A Man And His Portable Amp

Local Troubadour Explores His City Through Sound

Laura Marrich
\
3 min read
Share ::
The clincher is a 9-volt amp peeking from his back pocket. You’ve seen this man before. Maybe he was shuffling through Downtown, maybe up near Nob Hill or down in Old Town, this guy who ambles and noodles on an electric guitar. This dude who skips muffled, dirty sounding chords down sidewalks, off storefront windows, into alcoves like stones across water.

His name is Mark Russell. Many years ago, he drove boats for the Navy in New Orleans, but he’s been a bricklayer in Albuquerque for some time now. "I layed the highest block in New Mexico out at the Bank of Albuquerque building in, like, ’89. So that’s my bragging rights. And that old jail Downtown, we did that."

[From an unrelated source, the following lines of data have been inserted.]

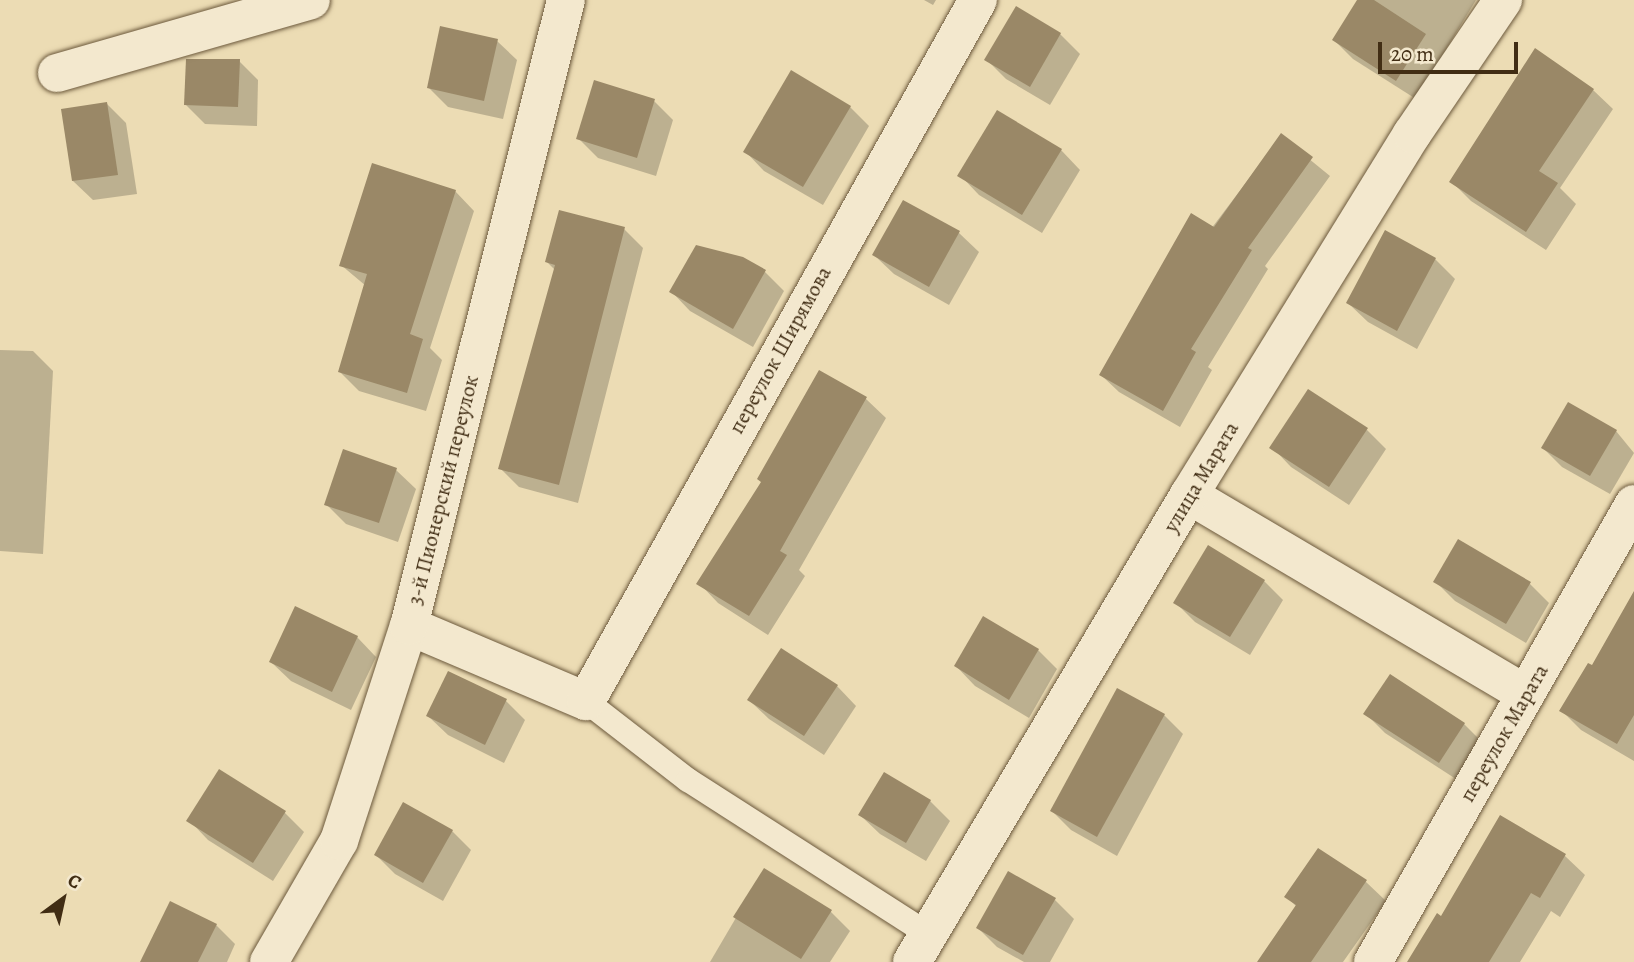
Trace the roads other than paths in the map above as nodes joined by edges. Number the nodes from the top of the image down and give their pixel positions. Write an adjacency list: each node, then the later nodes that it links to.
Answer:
1 (312, 0): 5 (street)
2 (566, 0): 8 (street, 3-й Пионерский переулок)
3 (978, 0): 10 (street, переулок Ширямова)
4 (1503, 0): 6 (street, улица Марата)
5 (57, 73)
6 (1189, 495): 9 (street); 11 (street, улица Марата)
7 (1634, 504): 9 (street, переулок Марата)
8 (409, 626): 10 (street); 12 (street, 3-й Пионерский переулок)
9 (1526, 694): 13 (street, переулок Марата)
10 (586, 701): 11 (lane)
11 (920, 948)
12 (270, 962)
13 (1373, 962)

Mark was mid-stroll outside the
Alibi offices one warm evening, running through a bluesy chord progression. He told me, shyly, that he started playing guitar outside a little more than a year ago; that his apartment has thin walls and he doesn’t want to disturb the neighbors. He’s also been trying to shake his stage fright.

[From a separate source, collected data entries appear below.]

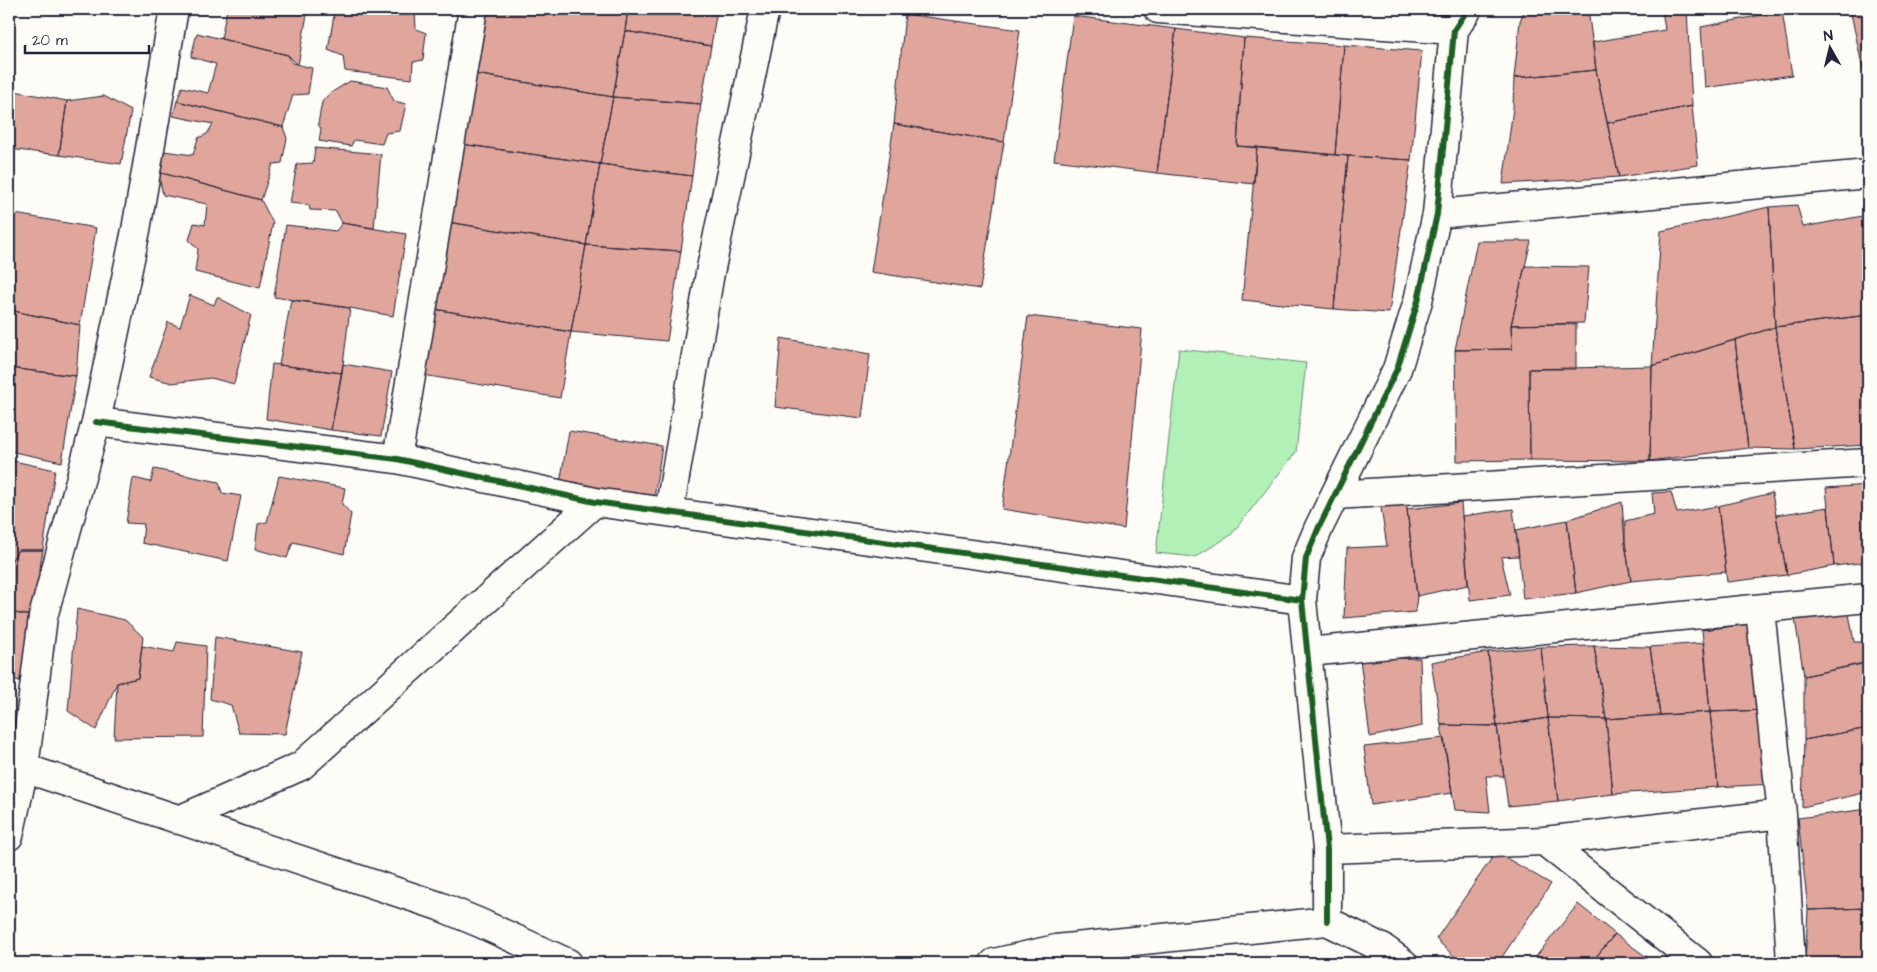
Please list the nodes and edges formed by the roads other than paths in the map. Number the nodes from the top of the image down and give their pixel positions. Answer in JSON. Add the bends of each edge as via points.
{"nodes":[{"id":1,"x":174,"y":9,"type":"edge"},
{"id":2,"x":473,"y":9,"type":"edge"},
{"id":3,"x":765,"y":9,"type":"edge"},
{"id":4,"x":1158,"y":9,"type":"edge"},
{"id":5,"x":1467,"y":15,"type":"edge"},
{"id":6,"x":1868,"y":174,"type":"edge"},
{"id":7,"x":1437,"y":214,"type":"junction"},
{"id":8,"x":96,"y":422,"type":"junction"},
{"id":9,"x":397,"y":459,"type":"junction"},
{"id":10,"x":1868,"y":462,"type":"edge"},
{"id":11,"x":1334,"y":495,"type":"junction"},
{"id":12,"x":595,"y":502,"type":"junction"},
{"id":13,"x":669,"y":512,"type":"junction"},
{"id":14,"x":1868,"y":598,"type":"edge"},
{"id":15,"x":1302,"y":600,"type":"junction"},
{"id":16,"x":1760,"y":610,"type":"junction"},
{"id":17,"x":1308,"y":652,"type":"junction"},
{"id":18,"x":17,"y":764,"type":"edge"},
{"id":19,"x":1782,"y":814,"type":"junction"},
{"id":20,"x":178,"y":820,"type":"junction"},
{"id":21,"x":9,"y":836,"type":"edge"},
{"id":22,"x":1544,"y":841,"type":"junction"},
{"id":23,"x":1327,"y":849,"type":"junction"},
{"id":24,"x":1327,"y":921,"type":"junction"},
{"id":25,"x":568,"y":963,"type":"edge"},
{"id":26,"x":994,"y":963,"type":"edge"},
{"id":27,"x":1403,"y":963,"type":"edge"},
{"id":28,"x":1698,"y":963,"type":"edge"},
{"id":29,"x":1791,"y":963,"type":"edge"}],
"edges":[{"from":1,"to":8,"type":"street","via":[[136,230]]},
{"from":2,"to":9,"type":"street"},
{"from":3,"to":13,"type":"street","via":[[710,273]]},
{"from":4,"to":5,"type":"street"},
{"from":5,"to":7,"type":"street"},
{"from":6,"to":7,"type":"street"},
{"from":7,"to":11,"type":"street","via":[[1418,301],[1396,369]]},
{"from":8,"to":9,"type":"street"},
{"from":8,"to":18,"type":"street","via":[[43,618]]},
{"from":9,"to":12,"type":"street"},
{"from":10,"to":11,"type":"street"},
{"from":11,"to":15,"type":"street","via":[[1306,558]]},
{"from":12,"to":13,"type":"street"},
{"from":12,"to":20,"type":"street","via":[[301,766]]},
{"from":13,"to":15,"type":"street"},
{"from":14,"to":16,"type":"street"},
{"from":15,"to":17,"type":"street"},
{"from":16,"to":17,"type":"street"},
{"from":16,"to":19,"type":"street"},
{"from":17,"to":23,"type":"street"},
{"from":18,"to":20,"type":"street"},
{"from":18,"to":21,"type":"street"},
{"from":19,"to":22,"type":"street"},
{"from":19,"to":29,"type":"street"},
{"from":20,"to":25,"type":"street","via":[[439,906]]},
{"from":22,"to":23,"type":"street"},
{"from":22,"to":28,"type":"street"},
{"from":23,"to":24,"type":"street"},
{"from":24,"to":26,"type":"street","via":[[1056,949]]},
{"from":24,"to":27,"type":"street","via":[[1384,949]]}]}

"I always kind of wanted to be like that guy in Venice Beach," he says quietly. "I forget what they call him … Electric Jimmy. He wears like a turban, and he’s on roller skates and he rolls around with an amp in a backpack. I used to watch him—the stuff he made up was like a self-taught kind of a thing." As an example, Mark adjusts his volume nob and carefully picks through a random string of notes.

Mark has three electric guitars, but his Harmony Stratotone, licked with hand-painted flames and bought for $10.88 at a Goodwill, is his baby. He says he loves Jimi Hendrix, but he enjoys making songs up as he goes along.

"Right now I’m kind of doing a blues thing. But I was at Old Town, and I tried to get that Old Town feeling like," he plays an A Minor, then hammers on to an E, "those South American guys do, because they had the wind chimes going."

He says he enjoys playing Downtown most of all because there are so many little enclaves, like the KiMo Theatre‘s box office area, that throw sound back at him in interesting ways. If he wanders past a night club, he likes to match his strumming with the hip-hop beats pulsing out of them. He enjoys the energy of the place.

"You always hear about Downtown and how it’s really bad, but I come down here, and there’s all these people cruising and they’re like, ‘Hey! Thumbs up! Rock on!’" He smiles, "It makes you feel good, you know—it kind of renews your humanity, how you look at things."